I Know Where I'm Going (Rank-Prestige) doesn't even try to be a great movie, but it is a very good one in its charming, unpretentious way. It was written, directed and produced by Michael Powell and Emeric Pressburger (out of J. Arthur Rank's pocket, of course), who made Colonel Blimp and Stairway To Heaven.

     The story: an imperious English girl (Wendy Hiller), very sure what she wants out of life, is sure that she wants to marry one of England's richest men. The wedding day is set: they are to marry on an island he has leased - Kiloran, off the Scottish coast. She has only to get there; her itinerary, like everything else in her life, is planned to the minute. But neither Nature nor True Love sees it quite her way.

     Nature sends a fog, and strands her on the nearby island of Mull. When she prays for a wind to lift the fog, she prays up a gale that frustrates her for several days more. True Love, meanwhile, takes every gentlemanly advantage. An impoverished laird (Roger Livesey), who owns Kiloran, squires her all over the beautiful island, and deep among the equally attractive natives. Their Scottish virtues, and his own, get implacably under her hide. Her struggle to keep her will and her pride on their course involve her and the laird in a thrilling piece of melodrama. She never does get to Kiloran. But she does find out where she's going.

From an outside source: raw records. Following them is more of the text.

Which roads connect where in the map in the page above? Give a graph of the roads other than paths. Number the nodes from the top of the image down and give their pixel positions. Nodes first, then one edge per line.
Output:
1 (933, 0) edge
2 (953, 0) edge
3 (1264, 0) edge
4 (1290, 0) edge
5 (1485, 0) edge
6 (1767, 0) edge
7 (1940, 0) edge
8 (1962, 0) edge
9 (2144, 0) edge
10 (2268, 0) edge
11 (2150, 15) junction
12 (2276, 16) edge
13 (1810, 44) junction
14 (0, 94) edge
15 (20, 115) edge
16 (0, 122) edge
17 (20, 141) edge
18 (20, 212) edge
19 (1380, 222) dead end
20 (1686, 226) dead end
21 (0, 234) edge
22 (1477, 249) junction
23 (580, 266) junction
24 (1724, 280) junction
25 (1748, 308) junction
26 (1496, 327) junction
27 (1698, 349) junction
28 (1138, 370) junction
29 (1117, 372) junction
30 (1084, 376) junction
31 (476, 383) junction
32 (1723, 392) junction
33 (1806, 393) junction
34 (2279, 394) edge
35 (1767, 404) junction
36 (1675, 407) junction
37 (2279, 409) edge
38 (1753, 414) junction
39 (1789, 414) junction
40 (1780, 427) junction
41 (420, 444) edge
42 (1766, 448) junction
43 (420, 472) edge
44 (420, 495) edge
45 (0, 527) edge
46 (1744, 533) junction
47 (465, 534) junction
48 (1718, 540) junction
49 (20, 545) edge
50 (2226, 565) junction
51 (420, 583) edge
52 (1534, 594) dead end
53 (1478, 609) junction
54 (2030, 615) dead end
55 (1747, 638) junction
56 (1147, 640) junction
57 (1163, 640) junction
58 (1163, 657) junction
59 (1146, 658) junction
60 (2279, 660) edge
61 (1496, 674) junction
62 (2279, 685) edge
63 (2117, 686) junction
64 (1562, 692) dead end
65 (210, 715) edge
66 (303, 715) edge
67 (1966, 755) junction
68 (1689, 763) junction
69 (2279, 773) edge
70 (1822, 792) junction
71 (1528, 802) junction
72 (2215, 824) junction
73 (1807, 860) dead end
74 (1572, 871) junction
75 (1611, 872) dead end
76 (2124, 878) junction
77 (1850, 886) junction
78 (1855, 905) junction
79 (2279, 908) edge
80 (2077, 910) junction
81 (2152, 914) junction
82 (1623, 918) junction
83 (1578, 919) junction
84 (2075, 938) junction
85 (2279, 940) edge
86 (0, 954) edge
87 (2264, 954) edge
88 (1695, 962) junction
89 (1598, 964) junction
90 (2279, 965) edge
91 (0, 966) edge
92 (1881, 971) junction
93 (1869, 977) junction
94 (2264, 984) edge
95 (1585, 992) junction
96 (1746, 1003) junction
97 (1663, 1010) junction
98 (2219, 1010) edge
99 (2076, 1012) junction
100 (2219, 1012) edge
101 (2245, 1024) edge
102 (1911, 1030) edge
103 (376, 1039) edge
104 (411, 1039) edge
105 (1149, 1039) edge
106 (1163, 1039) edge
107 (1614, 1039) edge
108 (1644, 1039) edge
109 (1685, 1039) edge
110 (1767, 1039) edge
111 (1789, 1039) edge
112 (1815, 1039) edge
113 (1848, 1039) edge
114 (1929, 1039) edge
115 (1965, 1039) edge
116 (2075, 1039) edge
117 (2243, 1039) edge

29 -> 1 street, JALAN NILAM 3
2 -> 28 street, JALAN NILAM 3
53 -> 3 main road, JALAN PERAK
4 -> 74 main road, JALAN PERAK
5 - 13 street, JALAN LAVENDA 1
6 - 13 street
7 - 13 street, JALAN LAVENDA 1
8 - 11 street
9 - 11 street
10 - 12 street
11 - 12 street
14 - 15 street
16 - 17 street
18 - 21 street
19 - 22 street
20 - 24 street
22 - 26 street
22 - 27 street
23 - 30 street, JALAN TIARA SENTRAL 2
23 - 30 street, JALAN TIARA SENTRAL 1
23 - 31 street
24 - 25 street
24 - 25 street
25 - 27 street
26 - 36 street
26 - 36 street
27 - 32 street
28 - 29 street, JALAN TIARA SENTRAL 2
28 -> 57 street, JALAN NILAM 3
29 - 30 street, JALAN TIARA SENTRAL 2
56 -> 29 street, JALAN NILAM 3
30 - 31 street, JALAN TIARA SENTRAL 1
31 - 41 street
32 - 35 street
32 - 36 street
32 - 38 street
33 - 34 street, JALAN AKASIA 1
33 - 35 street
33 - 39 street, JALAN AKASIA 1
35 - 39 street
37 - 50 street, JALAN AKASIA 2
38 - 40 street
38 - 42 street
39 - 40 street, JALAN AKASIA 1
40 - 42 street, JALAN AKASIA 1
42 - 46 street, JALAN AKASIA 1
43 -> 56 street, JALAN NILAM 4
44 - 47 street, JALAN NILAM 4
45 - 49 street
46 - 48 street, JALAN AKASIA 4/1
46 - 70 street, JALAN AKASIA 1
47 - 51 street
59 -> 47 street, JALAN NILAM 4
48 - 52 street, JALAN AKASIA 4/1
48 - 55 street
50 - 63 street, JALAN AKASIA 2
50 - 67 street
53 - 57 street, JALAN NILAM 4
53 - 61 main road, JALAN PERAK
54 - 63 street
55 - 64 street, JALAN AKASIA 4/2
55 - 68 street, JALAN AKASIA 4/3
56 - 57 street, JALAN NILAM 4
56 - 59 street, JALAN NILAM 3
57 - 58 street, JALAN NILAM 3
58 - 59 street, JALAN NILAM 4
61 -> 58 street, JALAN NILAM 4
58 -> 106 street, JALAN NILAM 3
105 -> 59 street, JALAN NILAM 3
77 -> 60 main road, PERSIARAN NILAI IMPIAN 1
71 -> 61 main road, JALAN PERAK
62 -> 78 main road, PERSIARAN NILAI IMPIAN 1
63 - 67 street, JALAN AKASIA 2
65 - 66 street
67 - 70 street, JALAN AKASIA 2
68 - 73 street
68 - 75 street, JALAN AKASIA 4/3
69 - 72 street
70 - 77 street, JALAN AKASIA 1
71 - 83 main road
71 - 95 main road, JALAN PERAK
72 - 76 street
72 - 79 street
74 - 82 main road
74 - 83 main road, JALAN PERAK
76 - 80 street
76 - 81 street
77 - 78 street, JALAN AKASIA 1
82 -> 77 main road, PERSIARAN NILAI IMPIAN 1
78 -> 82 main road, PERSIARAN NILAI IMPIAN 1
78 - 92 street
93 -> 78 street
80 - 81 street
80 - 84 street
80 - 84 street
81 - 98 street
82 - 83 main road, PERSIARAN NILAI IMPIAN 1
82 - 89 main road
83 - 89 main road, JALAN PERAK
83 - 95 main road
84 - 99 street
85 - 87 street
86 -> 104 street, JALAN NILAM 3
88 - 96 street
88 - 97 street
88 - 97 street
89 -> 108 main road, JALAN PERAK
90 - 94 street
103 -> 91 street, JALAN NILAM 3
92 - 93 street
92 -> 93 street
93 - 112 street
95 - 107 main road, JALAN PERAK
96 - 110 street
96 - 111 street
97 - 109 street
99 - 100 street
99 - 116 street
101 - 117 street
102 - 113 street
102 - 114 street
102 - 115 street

     The love story develops, deftly and gently, not between the customary movie paper dolls, but between two sympathetic, strongly individualized human beings, beautifully embodied by Miss Hiller and Mr. Livesey. It is no mere ripening towards a clinch. Before she is capable of love, the heroine has to come of age by learning how much better a woman she is than she had ever realized. In the course of watching her grow up, Messrs. Powell and Pressburger achieve, unobtrusively, a remarkable study of a place and a people. This study is never quaint, traveloguish, educational or condescending.

     The film is an achievement in civilized comedy; even in its grave and noble moments it preserves a graceful, tender gaiety.